As we have mentioned, the month of Elul is a special month. G-d accepts our
repentance more readily in Elul, and our relationship with G-d is closer in
Elul. The B'nai Yisaschar writes that if we take advantage of the opportunity
presented to us in Elul, an improved and closer relationship with Hashem is
guaranteed. The month of Elul is a time when G-d readily accepts our
repentance. During this time, Moshe, after breaking the first set of Luchos
(the tablets upon which the Ten Commandments were engraved) ascended Mt.
Sinai again. During this mission, Moshe went to get a second set of Luchos
and to assure that G-d was happy with the nation of Israel and had
wholeheartedly accepted their forgiveness. Since then, this time has been one
conducive for repentance and forgiveness.
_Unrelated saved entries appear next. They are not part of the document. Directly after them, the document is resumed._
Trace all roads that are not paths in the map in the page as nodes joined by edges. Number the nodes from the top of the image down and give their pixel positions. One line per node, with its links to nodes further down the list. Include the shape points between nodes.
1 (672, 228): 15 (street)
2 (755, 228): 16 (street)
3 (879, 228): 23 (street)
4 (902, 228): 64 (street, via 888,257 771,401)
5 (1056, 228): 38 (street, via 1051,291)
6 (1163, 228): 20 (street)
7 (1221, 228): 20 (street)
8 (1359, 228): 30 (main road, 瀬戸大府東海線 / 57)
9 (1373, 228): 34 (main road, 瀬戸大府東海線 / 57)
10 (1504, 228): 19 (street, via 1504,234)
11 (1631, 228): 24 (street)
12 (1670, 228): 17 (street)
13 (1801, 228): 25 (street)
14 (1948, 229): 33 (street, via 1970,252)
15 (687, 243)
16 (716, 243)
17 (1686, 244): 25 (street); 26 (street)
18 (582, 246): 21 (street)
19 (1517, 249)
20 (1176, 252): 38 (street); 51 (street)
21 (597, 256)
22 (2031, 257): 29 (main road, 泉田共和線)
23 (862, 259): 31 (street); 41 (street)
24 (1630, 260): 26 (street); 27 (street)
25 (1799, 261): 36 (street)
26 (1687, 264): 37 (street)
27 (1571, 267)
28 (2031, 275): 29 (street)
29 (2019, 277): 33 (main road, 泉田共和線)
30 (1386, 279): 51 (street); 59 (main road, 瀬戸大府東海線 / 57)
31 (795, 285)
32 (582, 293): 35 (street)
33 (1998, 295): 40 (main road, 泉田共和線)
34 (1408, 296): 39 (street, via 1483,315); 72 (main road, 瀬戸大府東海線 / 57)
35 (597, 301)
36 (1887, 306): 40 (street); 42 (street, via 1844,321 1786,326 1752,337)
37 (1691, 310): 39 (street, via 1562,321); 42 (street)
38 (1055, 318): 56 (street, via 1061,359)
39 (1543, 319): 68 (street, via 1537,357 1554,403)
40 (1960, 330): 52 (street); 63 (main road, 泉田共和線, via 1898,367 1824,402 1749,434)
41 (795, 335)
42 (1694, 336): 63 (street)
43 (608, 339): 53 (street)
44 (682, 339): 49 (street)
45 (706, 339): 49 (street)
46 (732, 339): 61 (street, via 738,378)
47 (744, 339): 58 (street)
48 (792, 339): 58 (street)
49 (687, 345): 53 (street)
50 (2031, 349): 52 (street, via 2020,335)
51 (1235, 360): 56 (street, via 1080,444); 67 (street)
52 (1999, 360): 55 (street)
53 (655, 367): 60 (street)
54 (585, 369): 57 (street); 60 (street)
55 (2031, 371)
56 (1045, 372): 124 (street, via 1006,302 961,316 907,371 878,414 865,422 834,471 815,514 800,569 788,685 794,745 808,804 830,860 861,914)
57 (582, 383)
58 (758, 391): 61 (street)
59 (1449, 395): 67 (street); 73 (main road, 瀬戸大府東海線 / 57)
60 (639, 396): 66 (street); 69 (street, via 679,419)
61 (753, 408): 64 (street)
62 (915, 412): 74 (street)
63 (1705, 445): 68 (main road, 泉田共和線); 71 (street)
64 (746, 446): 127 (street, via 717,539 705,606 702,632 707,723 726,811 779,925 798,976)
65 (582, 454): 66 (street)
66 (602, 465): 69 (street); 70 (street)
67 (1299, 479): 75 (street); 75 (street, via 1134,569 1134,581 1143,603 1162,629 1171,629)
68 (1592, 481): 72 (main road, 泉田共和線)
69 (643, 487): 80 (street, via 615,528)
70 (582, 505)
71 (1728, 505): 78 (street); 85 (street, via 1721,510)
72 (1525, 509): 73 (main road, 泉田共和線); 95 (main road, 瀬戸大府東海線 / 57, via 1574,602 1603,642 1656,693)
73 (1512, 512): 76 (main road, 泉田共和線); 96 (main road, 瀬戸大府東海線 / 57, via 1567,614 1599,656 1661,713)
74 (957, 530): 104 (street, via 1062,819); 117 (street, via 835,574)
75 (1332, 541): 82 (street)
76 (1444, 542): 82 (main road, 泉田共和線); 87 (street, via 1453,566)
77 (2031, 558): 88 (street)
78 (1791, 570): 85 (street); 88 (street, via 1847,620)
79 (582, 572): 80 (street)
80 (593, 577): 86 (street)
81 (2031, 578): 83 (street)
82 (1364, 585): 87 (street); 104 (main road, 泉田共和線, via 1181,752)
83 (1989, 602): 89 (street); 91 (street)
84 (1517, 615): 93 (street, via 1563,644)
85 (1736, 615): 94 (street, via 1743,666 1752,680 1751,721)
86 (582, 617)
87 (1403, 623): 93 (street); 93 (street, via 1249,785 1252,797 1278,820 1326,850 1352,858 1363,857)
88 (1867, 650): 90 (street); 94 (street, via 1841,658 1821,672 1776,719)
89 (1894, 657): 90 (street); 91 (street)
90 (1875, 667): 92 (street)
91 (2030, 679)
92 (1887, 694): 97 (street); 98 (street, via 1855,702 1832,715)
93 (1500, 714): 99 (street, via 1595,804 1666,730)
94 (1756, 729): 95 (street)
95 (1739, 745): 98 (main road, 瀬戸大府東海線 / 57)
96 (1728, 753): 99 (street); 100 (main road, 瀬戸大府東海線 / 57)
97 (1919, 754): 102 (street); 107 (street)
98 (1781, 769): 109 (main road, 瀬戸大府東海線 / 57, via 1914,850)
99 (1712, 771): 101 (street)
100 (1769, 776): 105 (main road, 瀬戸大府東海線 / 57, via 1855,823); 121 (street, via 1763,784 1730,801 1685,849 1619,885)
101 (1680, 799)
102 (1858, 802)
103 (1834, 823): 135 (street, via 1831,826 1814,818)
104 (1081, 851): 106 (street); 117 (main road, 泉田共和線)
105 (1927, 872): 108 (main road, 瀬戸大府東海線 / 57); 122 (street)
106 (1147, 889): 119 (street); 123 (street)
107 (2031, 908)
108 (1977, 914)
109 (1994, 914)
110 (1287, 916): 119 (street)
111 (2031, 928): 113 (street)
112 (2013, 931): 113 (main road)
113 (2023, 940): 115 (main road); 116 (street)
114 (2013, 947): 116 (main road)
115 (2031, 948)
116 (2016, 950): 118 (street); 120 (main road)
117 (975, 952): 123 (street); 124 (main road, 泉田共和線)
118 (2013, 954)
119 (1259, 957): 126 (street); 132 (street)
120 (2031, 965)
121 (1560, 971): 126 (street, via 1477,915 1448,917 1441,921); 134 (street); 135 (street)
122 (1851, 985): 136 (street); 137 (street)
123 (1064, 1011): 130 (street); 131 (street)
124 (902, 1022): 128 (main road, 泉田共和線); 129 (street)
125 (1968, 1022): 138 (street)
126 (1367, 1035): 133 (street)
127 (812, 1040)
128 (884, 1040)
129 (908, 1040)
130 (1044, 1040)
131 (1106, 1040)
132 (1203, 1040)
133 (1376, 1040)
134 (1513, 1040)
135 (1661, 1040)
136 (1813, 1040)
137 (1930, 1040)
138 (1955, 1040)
The B'nai Yisaschar notes that from the time Adam sinned by partaking from
the fruit of the Tree of the Knowledge of Good and Evil, every person has
had both good and evil inclinations. Often, the evil overpowers the good, and
causes a person to believe that the evil he or she is doing is actually that
which is good. However, during this time of the year, when G-d wants us to
repent, and therefore rouses us to do so, people are blessed with a sense of
clarity. We are more easily able to discern what is truly right from what is
truly wrong. We are then able to continue with repentance, by admitting our
misdeeds and regretting their performance.
The B'nai Yisaschar quotes a verse in Mishlei, Proverbs (18:22): "Whoever
finds a woman (a wife) finds a good (thing) and obtains favor from Hashem."
This verse, he says, alludes to Elul. The astrological sign for the month of
Elul is Virgo, a woman. The verse can be understood as follows: Whoever finds
Elul, and recognizes its unique character, finds a good, in that he can
discern between good and bad and therefore repent. Since that is the case, he
will obtain favor from Hashem, who will completely accept his repentance and
welcome him with open arms.
As Elul is the month in which we are supposed to prepare ourselves for the
High Holidays, it is not surprising that words of admonishment, censure, and
encouragement are a staple for speeches (and Divrei Torah) during Elul. The
B'nai Yisaschar points out that the Torah gives us stern words of advice at
the beginning of Elul as well. We usually read the Torah portion of Shoftim
in the beginning of the month of Elul. This portion begins "Judges and
officers you shall appoint in all your gates . . . ." The B'nai Yisaschar
interprets this as a message to every individual. Come the beginning of Elul,
each person has to watch over all of his senses, for which G-d opened
orifices, gates, so to speak, so they could be properly used. Each person
has to judge if they are using their sensory organs properly. Each person has
to "punish" themselves for infractions committed with their senses. Fasting,
praying, and undertaking additional good deeds are ways to "punish"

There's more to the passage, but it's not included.